After hearing both the parties and perusing the material on record, we observe that in this case the undisputed facts are that the assessee was beneficiary of hawala purchase entries to the tune of Rs.10,98,959/-. Though the assessee has tried to substantiate and prove the genuineness of the purchases but the AO added the entire amount of bogus purchases to the income of the assessee by treating the same as non genuine as the same were made from hawala dealer who are engaged in issuing bogus purchase bills . The AO however did not dispute the sales of the assessee. The ld. CIT(A) reduced the said addition by applying 12.5% bogus purchases bogus purchases by following the decision of CIT vs. Simit P. Sheth and M/s Bholanath Poly Fab. P. Ltd. We find no reasons to interefere in the order of CIT(A) as the appellate authority has passed a reasonable order by following the ratio laid in the above decisions. We are therefore inclined to uphold the order of the ld. CIT(A) on this issue which is pursuant to the decision of the various High Courts and Tribunals by dismissing the appeal of the Revenue.
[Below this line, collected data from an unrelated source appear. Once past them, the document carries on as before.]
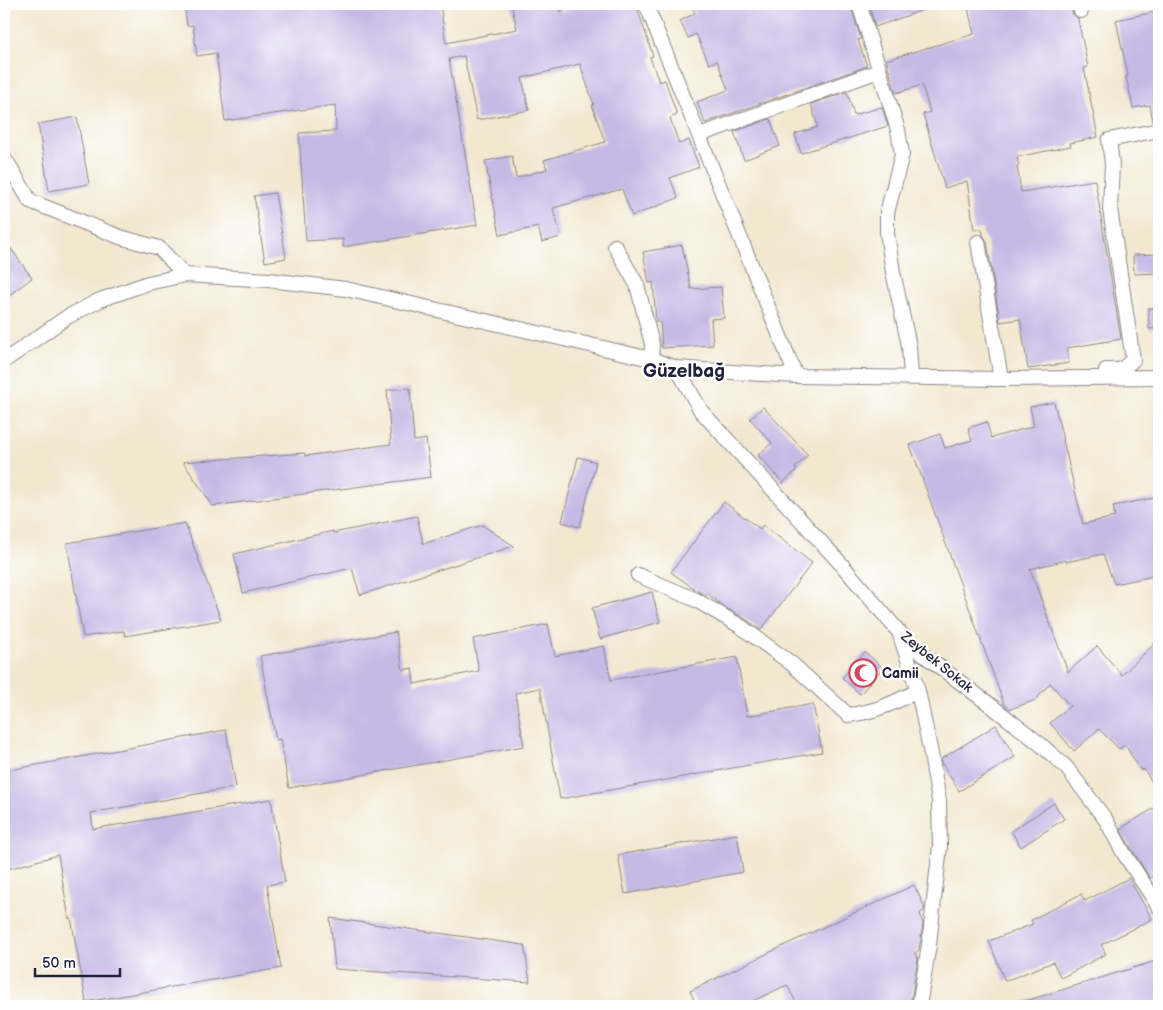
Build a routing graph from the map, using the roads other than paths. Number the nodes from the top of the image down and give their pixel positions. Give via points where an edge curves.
1 (646, 4) edge
2 (858, 4) edge
3 (879, 70) junction
4 (1159, 130) edge
5 (699, 135) junction
6 (4, 158) edge
7 (978, 242) dead end
8 (615, 246) dead end
9 (185, 275) junction
10 (651, 359) junction
11 (4, 361) edge
12 (677, 368) junction
13 (796, 376) junction
14 (1159, 377) edge
15 (911, 378) junction
16 (1034, 378) junction
17 (1001, 379) junction
18 (638, 574) dead end
19 (899, 632) junction
20 (918, 690) junction
21 (1159, 907) edge
22 (919, 1006) edge

1 - 5 street
2 - 3 street
3 - 5 street
3 - 15 street via 902,154 888,213 887,233 909,346
4 - 16 street via 1109,140 1112,164 1110,209 1133,360 1121,370 1072,369
5 - 13 street
6 - 9 street via 30,201 120,237 159,248
7 - 17 street
8 - 10 street via 637,285 652,344
9 - 10 street via 346,289
9 - 11 street via 148,283 100,300 67,317
10 - 12 street
12 - 13 street
12 - 19 street, Zeybek Sokak via 701,411
13 - 15 street
14 - 16 street
15 - 17 street
16 - 17 street
18 - 20 street via 696,600 740,626 792,664 848,715 884,707
19 - 20 street
19 - 21 street, Zeybek Sokak via 1066,767 1106,820
20 - 22 street via 939,801 940,846

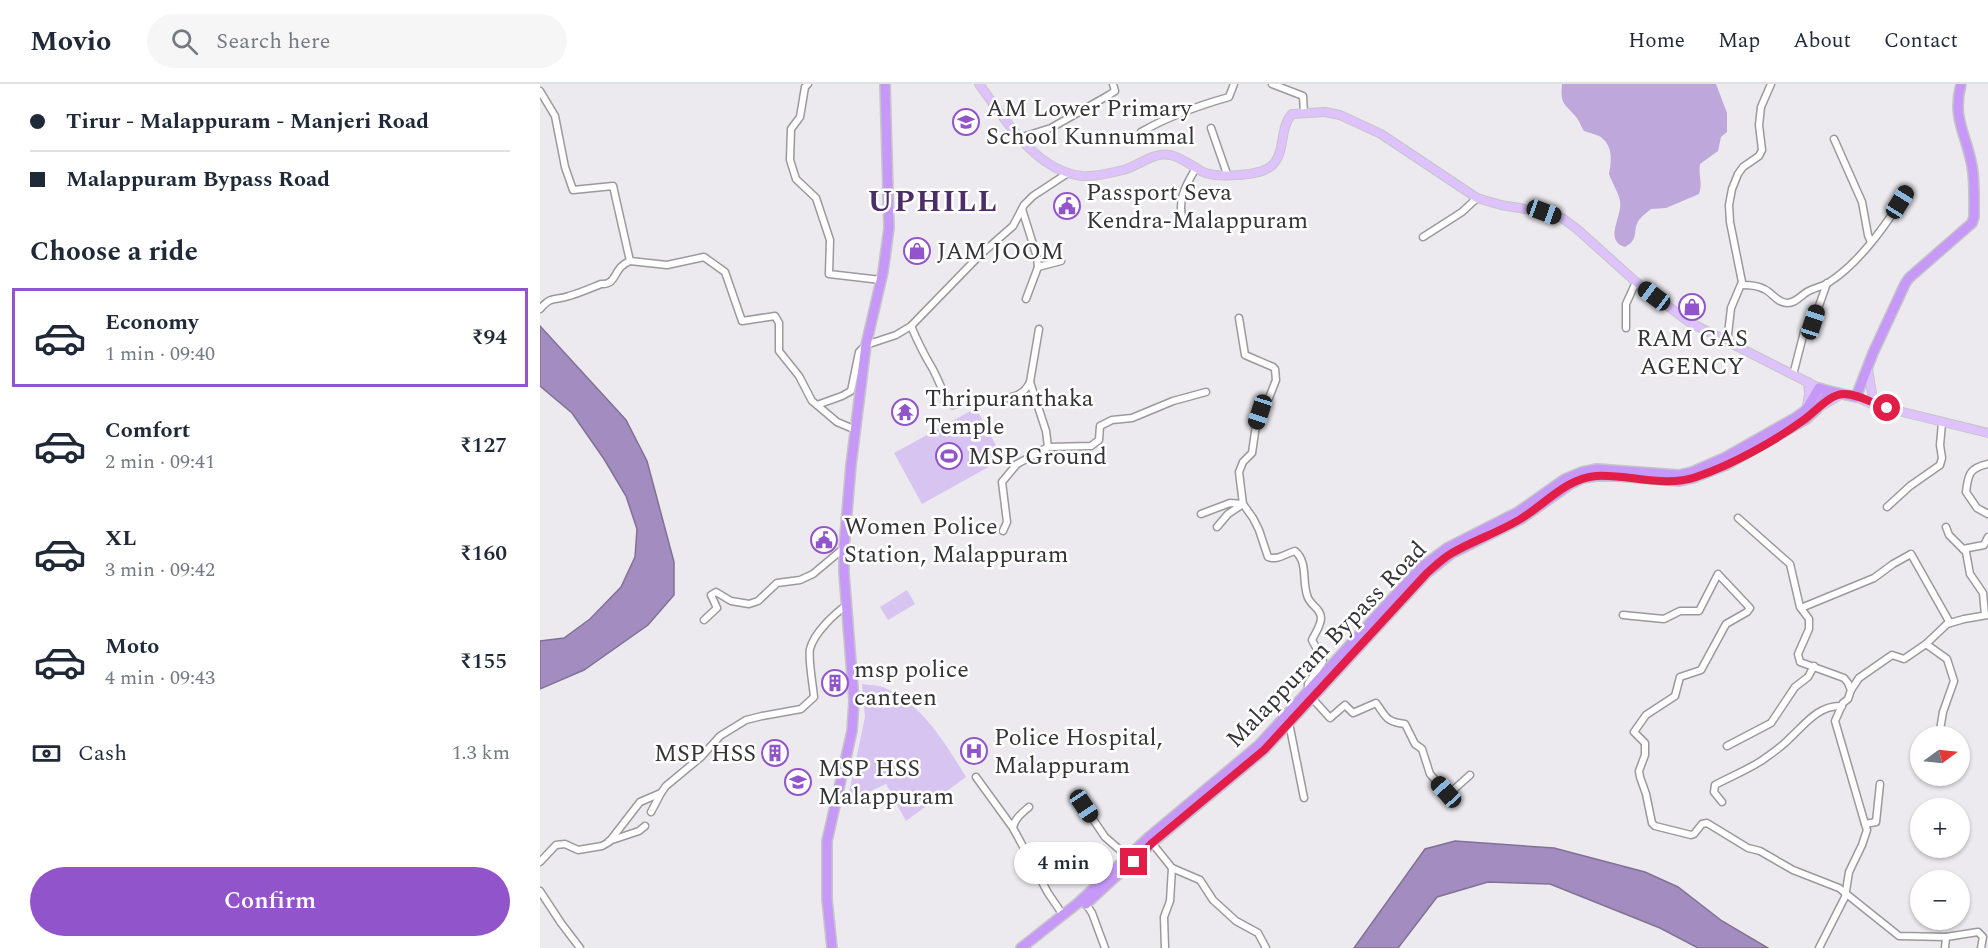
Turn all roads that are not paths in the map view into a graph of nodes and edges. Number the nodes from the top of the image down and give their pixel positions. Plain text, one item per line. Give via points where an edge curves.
1 (808, 84) edge
2 (885, 84) edge
3 (979, 84) edge
4 (1113, 84) edge
5 (1234, 84) edge
6 (1272, 84) edge
7 (1771, 84) edge
8 (1961, 84) edge
9 (540, 91) edge
10 (1304, 113) junction
11 (1211, 128) dead end
12 (1141, 132) dead end
13 (1019, 138) junction
14 (1834, 139) dead end
15 (1196, 168) junction
16 (1068, 173) junction
17 (1227, 174) junction
18 (1907, 192) dead end
19 (1477, 198) junction
20 (1022, 209) junction
21 (1183, 222) dead end
22 (1423, 237) dead end
23 (1871, 242) junction
24 (630, 261) junction
25 (1061, 261) dead end
26 (1038, 267) junction
27 (881, 280) junction
28 (1636, 282) junction
29 (1827, 283) junction
30 (1742, 285) junction
31 (1026, 299) dead end
32 (540, 309) edge
33 (1239, 318) dead end
34 (911, 326) junction
35 (1626, 328) dead end
36 (1039, 329) dead end
37 (1727, 343) junction
38 (866, 345) junction
39 (1868, 367) junction
40 (1793, 375) junction
41 (1030, 382) junction
42 (1808, 382) junction
43 (1824, 390) junction
44 (1206, 392) dead end
45 (1842, 394) junction
46 (1856, 397) junction
47 (817, 405) junction
48 (1874, 405) junction
49 (1816, 409) junction
50 (1806, 410) junction
51 (1942, 423) junction
52 (856, 430) junction
53 (1988, 433) edge
54 (1048, 447) junction
55 (1988, 464) edge
56 (1243, 504) junction
57 (1887, 507) dead end
58 (1201, 514) dead end
59 (1988, 514) edge
60 (1738, 518) dead end
61 (1217, 527) dead end
62 (1946, 527) dead end
63 (1003, 531) dead end
64 (1988, 537) edge
65 (844, 548) junction
66 (1963, 549) junction
67 (847, 605) junction
68 (1801, 608) junction
69 (1623, 615) dead end
70 (1987, 615) edge
71 (704, 620) dead end
72 (1948, 622) junction
73 (1926, 644) junction
74 (1814, 666) junction
75 (1851, 690) junction
76 (1310, 693) junction
77 (1842, 706) junction
78 (1289, 723) junction
79 (1940, 726) edge
80 (1727, 746) dead end
81 (1470, 775) dead end
82 (976, 777) dead end
83 (1880, 784) dead end
84 (661, 793) junction
85 (1304, 798) dead end
86 (1722, 802) dead end
87 (1084, 806) dead end
88 (1029, 807) dead end
89 (651, 812) dead end
90 (1865, 824) junction
91 (645, 826) dead end
92 (1013, 828) junction
93 (609, 842) junction
94 (1152, 843) junction
95 (1128, 857) junction
96 (540, 862) edge
97 (1172, 868) junction
98 (540, 891) edge
99 (1846, 892) junction
100 (1086, 904) junction
101 (1063, 915) junction
102 (1946, 937) junction
103 (580, 948) edge
104 (832, 948) edge
105 (1021, 948) edge
106 (1031, 948) edge
107 (1105, 948) edge
108 (1165, 948) edge
109 (1266, 948) edge
110 (1819, 948) edge
111 (1945, 948) edge
112 (1981, 948) edge

1 - 27 street via 800,117 791,129 790,160 796,179 816,198 830,240 829,274
2 - 27 highway via 889,228
3 - 13 main road
4 - 13 street via 1114,91 1109,95 1051,128
5 - 12 street via 1229,97 1167,117
6 - 10 street via 1303,96
7 - 30 street via 1761,107 1762,150 1738,174 1729,205
8 - 39 highway via 1957,109 1971,164 1974,217 1972,223 1909,278
9 - 24 street via 555,116 573,190 613,186
10 - 17 main road via 1292,114 1287,119 1278,159 1269,167 1246,175
10 - 19 main road via 1340,115 1381,134
11 - 17 street
13 - 16 main road via 1047,163
14 - 23 street via 1862,202
15 - 16 main road via 1178,157 1159,154 1114,172 1089,176
15 - 17 main road via 1206,173
15 - 21 street via 1179,208
16 - 20 street via 1033,196
18 - 23 street
19 - 22 street
19 - 28 main road via 1562,218
20 - 26 street
20 - 34 street via 1013,226
23 - 29 street
24 - 32 street via 622,264 607,284 554,298
24 - 47 street via 667,265 704,257 724,272 742,321 775,316 779,323 779,351
25 - 26 street
26 - 31 street
27 - 38 highway
28 - 35 street via 1626,304
28 - 37 main road via 1689,322
29 - 30 street via 1788,303 1778,301 1765,289
29 - 40 street via 1813,322 1804,332
30 - 37 street via 1731,308
33 - 56 street via 1245,355 1273,367 1276,380 1258,419 1252,453 1239,472
34 - 38 street
34 - 41 street via 952,405 1007,399 1027,388
36 - 41 street
37 - 40 main road
38 - 47 street via 859,352 851,391
38 - 52 highway
39 - 46 highway
39 - 48 main road
40 - 42 main road
41 - 54 street
42 - 43 main road
42 - 50 main road
43 - 45 highway
43 - 49 highway, Malappuram Bypass Road
43 - 50 highway, Malappuram Bypass Road
44 - 54 street via 1103,424 1099,440 1091,446
45 - 46 highway
45 - 49 main road
46 - 48 main road
47 - 52 street via 837,422
48 - 51 main road
49 - 76 highway, Malappuram Bypass Road via 1753,450 1693,478 1679,481 1596,476 1569,485 1521,519 1451,554 1427,573
50 - 76 highway, Malappuram Bypass Road via 1726,457 1692,472 1597,469 1565,479 1518,512 1448,548 1423,566
51 - 53 main road
51 - 57 street via 1940,465
52 - 65 highway
54 - 63 street via 1017,464 1002,482 1007,522
55 - 59 street via 1968,476 1966,492 1977,508
56 - 58 street via 1230,503
56 - 61 street
56 - 76 street via 1259,530 1268,557 1296,551 1301,556 1306,595 1321,617 1312,640 1323,661 1308,684
60 - 68 street via 1790,564
62 - 66 street via 1948,535
64 - 66 street via 1984,545
65 - 67 highway
65 - 71 street via 813,574 777,583 758,601 731,601 716,592 711,595 717,608
66 - 70 street via 1970,574 1983,593
67 - 84 street via 820,630 810,649 814,697 801,709 747,720 720,736
67 - 104 highway via 854,701 852,731 827,841
68 - 72 street via 1874,578 1911,554
68 - 74 street via 1809,625 1798,658
69 - 99 street via 1664,619 1680,611 1700,611 1718,574 1750,608 1726,624 1701,670 1680,677 1675,696 1646,715 1634,732 1646,748 1640,777 1652,823 1690,835 1707,823 1748,848
70 - 72 street
72 - 73 street
73 - 75 street via 1904,659 1892,656 1859,678
73 - 79 street via 1947,659 1954,681
74 - 75 street via 1844,678
74 - 80 street via 1771,723
75 - 77 street
76 - 78 highway, Malappuram Bypass Road
76 - 81 street via 1330,718 1345,705 1353,713 1376,702 1383,717 1405,724 1422,749 1430,774 1446,792
76 - 95 highway, Malappuram Bypass Road via 1259,745
77 - 86 street via 1821,710 1760,761 1715,785 1714,792
77 - 90 street via 1835,722
78 - 85 street
78 - 94 highway, Malappuram Bypass Road via 1264,750
82 - 92 street
83 - 90 street via 1876,822
84 - 89 street
84 - 93 street via 640,802
87 - 95 street via 1105,837
88 - 92 street
90 - 99 street via 1867,830 1849,872
91 - 93 street
92 - 101 street
93 - 96 street via 578,850 556,845
94 - 97 street
94 - 100 highway, Malappuram Bypass Road
95 - 101 highway, Malappuram Bypass Road
97 - 108 street via 1170,901 1164,917
97 - 109 street via 1200,880 1213,900 1236,921 1258,933
98 - 103 street
99 - 102 street via 1899,936
99 - 110 street
100 - 106 highway, Malappuram Bypass Road
100 - 107 street
101 - 105 highway, Malappuram Bypass Road
102 - 111 street
102 - 112 street via 1978,932 1983,937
In the result, the appeal of the Revenue is dismissed.
The second issue raised in the Ground No.3 is against the deletion of disallowance by ld. CIT(A) as made by the AO u/s 14A r.w.r 8D by not appreciating the fact that the disallowance u/s 14A r.w.r 8D can be made in respect of exempt income being dividend received from shares held as stock-in-trade.
The facts in brief are that the assessee has claimed exempt income of Rs.82,90,278/-. The assessee submitted before the AO that no expenses were incurred to earn the said exempt income however in the computation of income the assessee has suo moto disallowed an amount of Rs.13,16,000/- u/s 14A of the Act. The AO rejected the computation of the assessee and applied section 14A r.w.r 8D and M/s. Mazda Hi-Tech Electricals Pvt. Ltd.
computed the disallowed of Rs.18,15,095/- comprising Rs.1316000/- under Rule 8D2(ii) and Rs. 4,45,300/- under rule 87D(2)(iii) and after allowing the credit of suo moto disallowance an addition of Rs.4,99,095/- was made u/s 14A r.w.r 8D to the income of the assessee.
In the appellate proceedings, the ld. CIT(A) allowed the appeal of the assessee by recording finding that the calculation was wrongly made by the AO where the average value of total assets was taken Rs.33,85,19,870/- instead of Rs.53,29,07,797/- and if the same is taken correctly, the suo motto disallowance u/s 14A will be Rs.13,15,437/- and thus the disallowance of Rs.1316000/- made by the assessee is sufficient.
After hearing both the parties and perusing the material on record, we observe that the Revenue has raised a ground that the application of 14A disallowance would be applicable when the shares are held in stock-in-trade. But this was not the issue either before AO or CIT(A) and therefore the ground no. 3 has wrongly been taken. When the ld DR is confronted with this fact , she fairly agreed to this. Accordingly the ground is dismissed.
In the result, the appeal of the Revenue is dismissed.
Order pronounced in the open court on 29.01.2020.